Saved data entries
****************************************

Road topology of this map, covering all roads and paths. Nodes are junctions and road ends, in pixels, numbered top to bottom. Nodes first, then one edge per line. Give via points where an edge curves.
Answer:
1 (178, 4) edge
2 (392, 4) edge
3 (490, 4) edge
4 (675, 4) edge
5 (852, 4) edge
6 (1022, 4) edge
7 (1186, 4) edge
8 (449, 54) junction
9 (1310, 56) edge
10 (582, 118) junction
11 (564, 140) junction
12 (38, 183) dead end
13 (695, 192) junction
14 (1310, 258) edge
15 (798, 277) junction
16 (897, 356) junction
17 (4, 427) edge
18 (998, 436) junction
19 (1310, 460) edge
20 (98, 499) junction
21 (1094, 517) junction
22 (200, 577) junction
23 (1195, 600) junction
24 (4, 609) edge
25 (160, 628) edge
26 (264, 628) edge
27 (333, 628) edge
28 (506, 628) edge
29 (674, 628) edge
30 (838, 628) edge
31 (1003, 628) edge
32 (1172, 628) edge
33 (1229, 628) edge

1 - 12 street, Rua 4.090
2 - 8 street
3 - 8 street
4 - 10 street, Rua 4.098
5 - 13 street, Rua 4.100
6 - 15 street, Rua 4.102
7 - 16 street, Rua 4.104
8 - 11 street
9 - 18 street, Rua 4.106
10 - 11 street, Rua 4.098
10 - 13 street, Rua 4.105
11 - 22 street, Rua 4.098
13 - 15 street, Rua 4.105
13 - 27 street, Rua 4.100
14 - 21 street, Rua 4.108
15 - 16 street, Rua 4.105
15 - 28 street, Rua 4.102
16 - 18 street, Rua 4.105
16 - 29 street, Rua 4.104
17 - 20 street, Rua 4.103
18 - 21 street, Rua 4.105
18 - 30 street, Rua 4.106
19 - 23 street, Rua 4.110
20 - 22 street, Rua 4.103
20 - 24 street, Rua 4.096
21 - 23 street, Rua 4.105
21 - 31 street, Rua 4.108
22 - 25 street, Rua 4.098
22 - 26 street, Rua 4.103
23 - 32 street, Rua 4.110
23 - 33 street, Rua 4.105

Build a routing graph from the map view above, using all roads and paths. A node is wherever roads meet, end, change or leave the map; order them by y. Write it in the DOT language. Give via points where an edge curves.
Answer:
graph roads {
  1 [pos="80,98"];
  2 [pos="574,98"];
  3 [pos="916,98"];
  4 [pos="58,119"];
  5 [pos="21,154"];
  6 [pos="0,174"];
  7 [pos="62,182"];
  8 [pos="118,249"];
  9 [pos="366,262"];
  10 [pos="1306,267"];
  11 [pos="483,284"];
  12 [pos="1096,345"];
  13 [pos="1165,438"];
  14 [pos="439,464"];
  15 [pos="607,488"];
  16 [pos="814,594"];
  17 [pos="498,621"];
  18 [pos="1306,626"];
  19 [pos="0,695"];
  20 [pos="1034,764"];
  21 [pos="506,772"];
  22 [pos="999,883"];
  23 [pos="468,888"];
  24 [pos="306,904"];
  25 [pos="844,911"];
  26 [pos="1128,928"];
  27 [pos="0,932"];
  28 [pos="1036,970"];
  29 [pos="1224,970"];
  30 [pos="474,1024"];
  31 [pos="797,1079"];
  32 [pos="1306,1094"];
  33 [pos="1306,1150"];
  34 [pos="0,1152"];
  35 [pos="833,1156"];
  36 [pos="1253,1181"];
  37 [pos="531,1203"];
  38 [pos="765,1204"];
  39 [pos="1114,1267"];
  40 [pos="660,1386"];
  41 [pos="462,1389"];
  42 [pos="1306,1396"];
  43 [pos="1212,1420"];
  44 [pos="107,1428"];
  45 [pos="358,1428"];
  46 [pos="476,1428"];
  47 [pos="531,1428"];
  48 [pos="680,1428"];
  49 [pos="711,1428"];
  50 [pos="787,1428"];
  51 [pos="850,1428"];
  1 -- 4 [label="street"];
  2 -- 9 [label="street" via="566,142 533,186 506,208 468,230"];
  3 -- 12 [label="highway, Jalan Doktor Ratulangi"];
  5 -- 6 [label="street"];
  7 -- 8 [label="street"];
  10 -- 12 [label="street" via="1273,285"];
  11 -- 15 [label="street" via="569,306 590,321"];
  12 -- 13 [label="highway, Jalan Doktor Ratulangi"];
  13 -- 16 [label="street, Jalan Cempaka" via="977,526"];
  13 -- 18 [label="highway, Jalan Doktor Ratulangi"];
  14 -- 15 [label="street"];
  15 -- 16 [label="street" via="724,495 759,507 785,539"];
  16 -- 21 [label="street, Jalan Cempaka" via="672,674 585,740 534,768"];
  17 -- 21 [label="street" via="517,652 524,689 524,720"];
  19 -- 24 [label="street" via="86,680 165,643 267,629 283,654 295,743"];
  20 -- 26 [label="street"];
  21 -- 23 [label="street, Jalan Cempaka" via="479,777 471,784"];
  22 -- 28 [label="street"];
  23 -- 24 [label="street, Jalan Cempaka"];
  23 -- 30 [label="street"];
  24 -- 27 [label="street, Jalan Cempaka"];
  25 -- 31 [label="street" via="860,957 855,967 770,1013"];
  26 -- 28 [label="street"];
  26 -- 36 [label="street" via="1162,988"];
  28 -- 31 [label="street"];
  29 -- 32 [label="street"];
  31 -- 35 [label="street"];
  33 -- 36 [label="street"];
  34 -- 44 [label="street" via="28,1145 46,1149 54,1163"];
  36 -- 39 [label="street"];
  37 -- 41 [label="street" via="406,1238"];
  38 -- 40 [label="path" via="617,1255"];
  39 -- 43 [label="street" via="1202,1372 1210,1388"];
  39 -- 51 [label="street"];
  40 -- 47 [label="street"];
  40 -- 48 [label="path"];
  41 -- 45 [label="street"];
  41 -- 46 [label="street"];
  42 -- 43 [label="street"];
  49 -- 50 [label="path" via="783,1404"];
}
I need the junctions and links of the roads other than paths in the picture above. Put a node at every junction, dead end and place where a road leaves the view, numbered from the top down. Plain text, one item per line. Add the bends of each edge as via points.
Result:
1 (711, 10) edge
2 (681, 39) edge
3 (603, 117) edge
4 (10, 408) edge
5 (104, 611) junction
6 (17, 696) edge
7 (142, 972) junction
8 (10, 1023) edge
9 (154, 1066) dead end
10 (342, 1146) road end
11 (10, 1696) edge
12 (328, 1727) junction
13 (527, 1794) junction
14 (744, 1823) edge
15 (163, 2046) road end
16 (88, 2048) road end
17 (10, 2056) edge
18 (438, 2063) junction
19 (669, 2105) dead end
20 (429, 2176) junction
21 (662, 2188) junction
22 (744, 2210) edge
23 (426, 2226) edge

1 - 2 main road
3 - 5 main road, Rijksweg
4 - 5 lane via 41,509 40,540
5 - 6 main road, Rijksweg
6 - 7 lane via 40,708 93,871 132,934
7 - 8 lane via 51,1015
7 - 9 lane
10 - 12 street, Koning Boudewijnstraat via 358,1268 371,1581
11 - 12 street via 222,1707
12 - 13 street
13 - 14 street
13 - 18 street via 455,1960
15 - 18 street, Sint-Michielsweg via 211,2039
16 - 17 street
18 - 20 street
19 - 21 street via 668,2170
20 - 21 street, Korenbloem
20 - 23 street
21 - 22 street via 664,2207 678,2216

****************************************

YOUR INSTRUCTIONS
When a line of the data holds the string "numbered", pick it out and copy it.

ANSWER SPACE
Road topology of this map, covering all roads and paths. Nodes are junctions and road ends, in pixels, numbered top to bottom. Nodes first, then one edge per line. Give via points where an edge curves.
I need the junctions and links of the roads other than paths in the picture above. Put a node at every junction, dead end and place where a road leaves the view, numbered from the top down. Plain text, one item per line. Add the bends of each edge as via points.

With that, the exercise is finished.